Photo by: Sony Pictures
Movie Review: “It” (2017)
September 8, 2017
The newest adaptation of Steven King’s “It,” directed by “Mama’s” Andrés Muschietti, has gore, terror, suspense and humor dished out by badmouthed 80s kids.
The 2017 film took the premise of the 1990 miniseries and the 1986 novel and made something of its own, independent of its predecessors. While the general concept was retained, the 2017 film decided to focus only on the childhood quest of “the Losers,” consisting of Bill, Ben, Bev, Richie (played by “Stranger Thing’s” Finn Wolfhard), Eddie, Mike and Stan.
Visually, the film was shot using a blue-orange color scheme (commonly used in horror cinematography) which cast a dingy shadow over the vast majority of the film.
The colors seem muted, as if the whole town was under a subconscious spell. The color scheme, in conjunction with a suspenseful and fitting soundtrack, created an atmosphere of omniscient danger.

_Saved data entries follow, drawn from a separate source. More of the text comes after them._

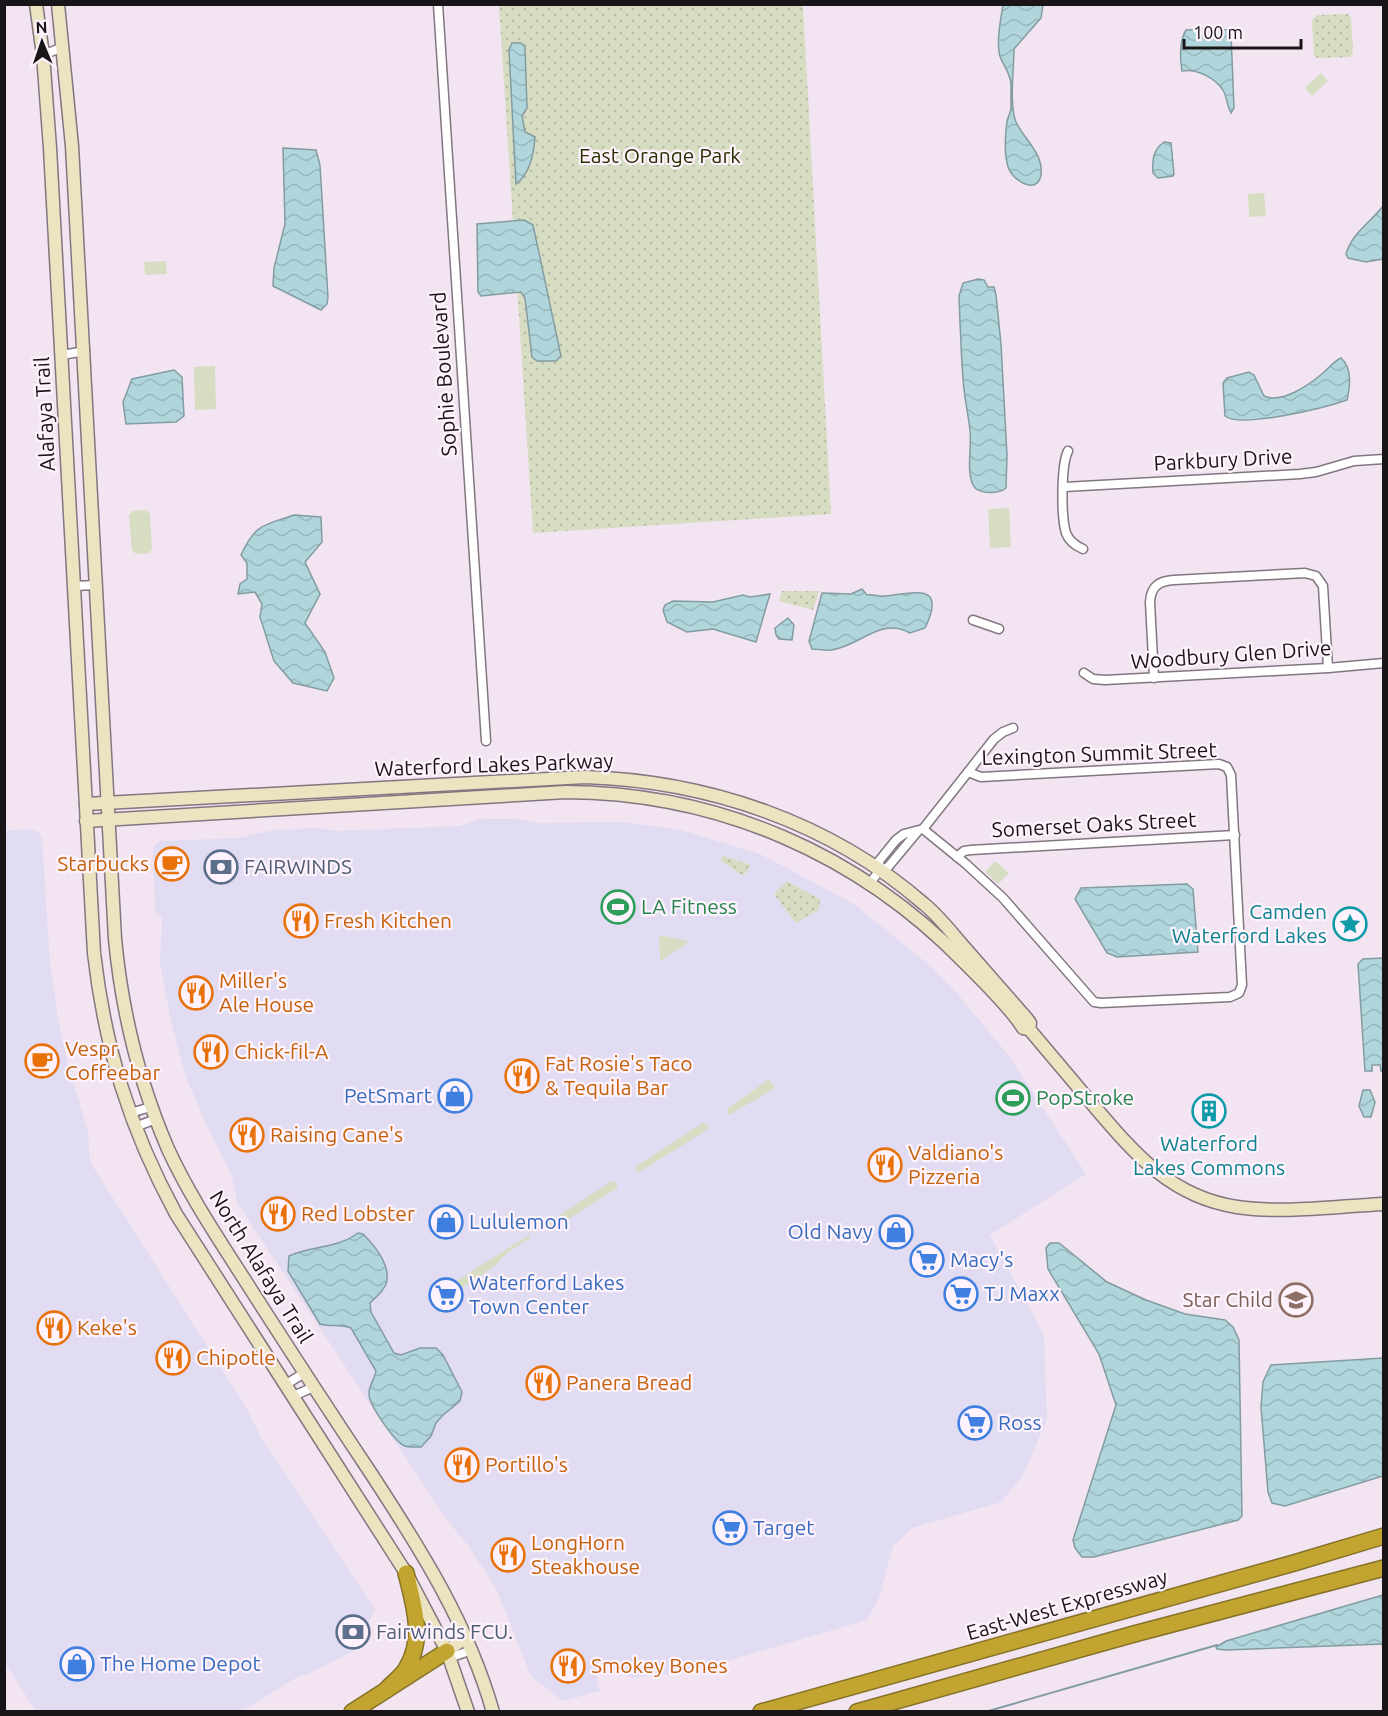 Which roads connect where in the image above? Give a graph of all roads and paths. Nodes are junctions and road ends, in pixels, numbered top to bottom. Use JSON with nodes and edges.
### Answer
{"nodes":[{"id":1,"x":36,"y":4,"type":"edge"},
{"id":2,"x":58,"y":4,"type":"edge"},
{"id":3,"x":438,"y":4,"type":"edge"},
{"id":4,"x":63,"y":47,"type":"junction"},
{"id":5,"x":43,"y":55,"type":"junction"},
{"id":6,"x":85,"y":351,"type":"junction"},
{"id":7,"x":62,"y":355,"type":"junction"},
{"id":8,"x":1068,"y":451,"type":"dead end"},
{"id":9,"x":1383,"y":459,"type":"edge"},
{"id":10,"x":1064,"y":487,"type":"junction"},
{"id":11,"x":1083,"y":549,"type":"dead end"},
{"id":12,"x":97,"y":585,"type":"junction"},
{"id":13,"x":74,"y":586,"type":"junction"},
{"id":14,"x":973,"y":620,"type":"dead end"},
{"id":15,"x":999,"y":629,"type":"dead end"},
{"id":16,"x":1383,"y":663,"type":"edge"},
{"id":17,"x":1328,"y":668,"type":"junction"},
{"id":18,"x":1084,"y":673,"type":"dead end"},
{"id":19,"x":1155,"y":678,"type":"junction"},
{"id":20,"x":1013,"y":728,"type":"dead end"},
{"id":21,"x":486,"y":741,"type":"dead end"},
{"id":22,"x":968,"y":772,"type":"junction"},
{"id":23,"x":346,"y":790,"type":"junction"},
{"id":24,"x":691,"y":790,"type":"junction"},
{"id":25,"x":86,"y":804,"type":"junction"},
{"id":26,"x":108,"y":804,"type":"junction"},
{"id":27,"x":687,"y":805,"type":"junction"},
{"id":28,"x":254,"y":811,"type":"junction"},
{"id":29,"x":109,"y":820,"type":"junction"},
{"id":30,"x":86,"y":821,"type":"junction"},
{"id":31,"x":920,"y":830,"type":"junction"},
{"id":32,"x":1235,"y":835,"type":"junction"},
{"id":33,"x":957,"y":857,"type":"junction"},
{"id":34,"x":880,"y":870,"type":"junction"},
{"id":35,"x":870,"y":883,"type":"junction"},
{"id":36,"x":1029,"y":1029,"type":"junction"},
{"id":37,"x":151,"y":1107,"type":"junction"},
{"id":38,"x":130,"y":1113,"type":"junction"},
{"id":39,"x":156,"y":1119,"type":"junction"},
{"id":40,"x":135,"y":1127,"type":"junction"},
{"id":41,"x":1383,"y":1204,"type":"edge"},
{"id":42,"x":304,"y":1373,"type":"junction"},
{"id":43,"x":285,"y":1385,"type":"junction"},
{"id":44,"x":314,"y":1387,"type":"junction"},
{"id":45,"x":293,"y":1396,"type":"junction"},
{"id":46,"x":1383,"y":1536,"type":"edge"},
{"id":47,"x":1383,"y":1568,"type":"edge"},
{"id":48,"x":406,"y":1573,"type":"junction"},
{"id":49,"x":466,"y":1637,"type":"junction"},
{"id":50,"x":471,"y":1650,"type":"junction"},
{"id":51,"x":448,"y":1654,"type":"junction"},
{"id":52,"x":386,"y":1690,"type":"junction"},
{"id":53,"x":352,"y":1712,"type":"edge"},
{"id":54,"x":468,"y":1712,"type":"edge"},
{"id":55,"x":493,"y":1712,"type":"edge"},
{"id":56,"x":761,"y":1712,"type":"edge"},
{"id":57,"x":857,"y":1712,"type":"edge"}],
"edges":[{"from":1,"to":5,"type":"main road","name":"Alafaya Trail"},
{"from":2,"to":4,"type":"main road","name":"Alafaya Trail"},
{"from":3,"to":21,"type":"street","name":"Sophie Boulevard"},
{"from":4,"to":5,"type":"street"},
{"from":4,"to":6,"type":"main road","name":"Alafaya Trail"},
{"from":5,"to":7,"type":"main road","name":"Alafaya Trail"},
{"from":6,"to":7,"type":"street"},
{"from":6,"to":12,"type":"main road","name":"Alafaya Trail"},
{"from":7,"to":13,"type":"main road","name":"Alafaya Trail"},
{"from":8,"to":10,"type":"street"},
{"from":9,"to":10,"type":"street","name":"Parkbury Drive"},
{"from":10,"to":11,"type":"street"},
{"from":12,"to":13,"type":"street"},
{"from":12,"to":26,"type":"main road","name":"Alafaya Trail"},
{"from":13,"to":25,"type":"main road","name":"Alafaya Trail"},
{"from":14,"to":15,"type":"street"},
{"from":16,"to":17,"type":"street","name":"Woodbury Glen Drive"},
{"from":17,"to":19,"type":"street","name":"Woodbury Glen Drive"},
{"from":17,"to":19,"type":"street"},
{"from":18,"to":19,"type":"street","name":"Woodbury Glen Drive"},
{"from":20,"to":22,"type":"street"},
{"from":22,"to":31,"type":"street"},
{"from":22,"to":32,"type":"street","name":"Lexington Summit Street"},
{"from":23,"to":24,"type":"main road","name":"Waterford Lakes Parkway"},
{"from":23,"to":26,"type":"main road","name":"Waterford Lakes Parkway"},
{"from":23,"to":28,"type":"main road"},
{"from":24,"to":27,"type":"street"},
{"from":24,"to":34,"type":"main road","name":"Waterford Lakes Parkway"},
{"from":25,"to":26,"type":"main road","name":"Waterford Lakes Parkway"},
{"from":25,"to":30,"type":"main road","name":"Alafaya Trail"},
{"from":26,"to":29,"type":"main road","name":"North Alafaya Trail"},
{"from":27,"to":28,"type":"main road","name":"Waterford Lakes Parkway"},
{"from":27,"to":35,"type":"main road","name":"Waterford Lakes Parkway"},
{"from":28,"to":29,"type":"main road","name":"Waterford Lakes Parkway"},
{"from":29,"to":30,"type":"main road","name":"Waterford Lakes Parkway"},
{"from":29,"to":37,"type":"main road","name":"North Alafaya Trail"},
{"from":30,"to":38,"type":"main road","name":"North Alafaya Trail"},
{"from":31,"to":33,"type":"street","name":"Lexington Summit Street"},
{"from":31,"to":34,"type":"street"},
{"from":32,"to":33,"type":"street","name":"Somerset Oaks Street"},
{"from":32,"to":33,"type":"street","name":"Lexington Summit Street"},
{"from":34,"to":35,"type":"street"},
{"from":34,"to":36,"type":"main road","name":"Waterford Lakes Parkway"},
{"from":35,"to":36,"type":"main road","name":"Waterford Lakes Parkway"},
{"from":36,"to":41,"type":"main road","name":"Waterford Lakes Parkway"},
{"from":37,"to":38,"type":"street"},
{"from":37,"to":39,"type":"main road","name":"North Alafaya Trail"},
{"from":38,"to":40,"type":"main road","name":"North Alafaya Trail"},
{"from":39,"to":40,"type":"street"},
{"from":39,"to":42,"type":"main road","name":"North Alafaya Trail"},
{"from":40,"to":43,"type":"main road","name":"North Alafaya Trail"},
{"from":42,"to":43,"type":"street"},
{"from":42,"to":44,"type":"main road","name":"North Alafaya Trail"},
{"from":43,"to":45,"type":"main road","name":"North Alafaya Trail"},
{"from":44,"to":45,"type":"street"},
{"from":44,"to":49,"type":"main road","name":"North Alafaya Trail"},
{"from":45,"to":48,"type":"main road","name":"North Alafaya Trail"},
{"from":46,"to":56,"type":"highway","name":"East-West Expressway"},
{"from":47,"to":57,"type":"highway"},
{"from":48,"to":51,"type":"main road","name":"North Alafaya Trail"},
{"from":48,"to":52,"type":"highway"},
{"from":49,"to":50,"type":"main road","name":"North Alafaya Trail"},
{"from":49,"to":51,"type":"main road"},
{"from":50,"to":51,"type":"street"},
{"from":50,"to":55,"type":"main road","name":"North Alafaya Trail"},
{"from":51,"to":52,"type":"highway"},
{"from":51,"to":54,"type":"main road","name":"North Alafaya Trail"},
{"from":52,"to":53,"type":"highway"}]}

Pennywise, played by Bill Sarsgård, was quite different from his former depiction. Tim Curry’s Pennywise was straight up frightening, while Sarsgård’s Pennywise is more playful at first, but slowly slips into a more demonic form. His ticks and jitters that progress throughout the film show that something more sinister lies beneath the clown’s surface. He torments the children of the town by making them face their deepest fears, which he then consumes, along with the children themselves. In better terms, he is a demon that feeds of the fear of children who simply wears the skin of a clown.
Amidst the terror and persecution the children experience due to Pennywise, they still find time for comedic relief. This film is riddled with “your momma” jokes, penis remarks, vulgar language and peer to peer violence, keep in mind that these things are all coming from what seem to be 12-year- olds. It just goes to show that not much has changed in the way children interact with each other.
When Bev is taken by Pennywise, the rest of “the Losers” decide it’s finally time to work together to destroy this child-eating demon who lives in the sewers. Once inside Pennywise’s lair, the children work together to overcome
their fears and defeat him.
After all is said and done, the members of “the Losers” decide to make a blood- pact, promising that in 27 years if Pennywise isn’t truly defeated, they will return and finish the job properly. When the film ends, there is text that shows “Chapter One,” letting the viewer know that Pennywise was not truly defeated and there likely will be a
Overall, “It” was thoroughly entertaining, there were no stale parts, each character brought something unique to the film and the explicit humor balanced out the gore. The only subpar aspect was the use of CGI, it could have been toned down when it came to Pennywise, he was frightening enough as is.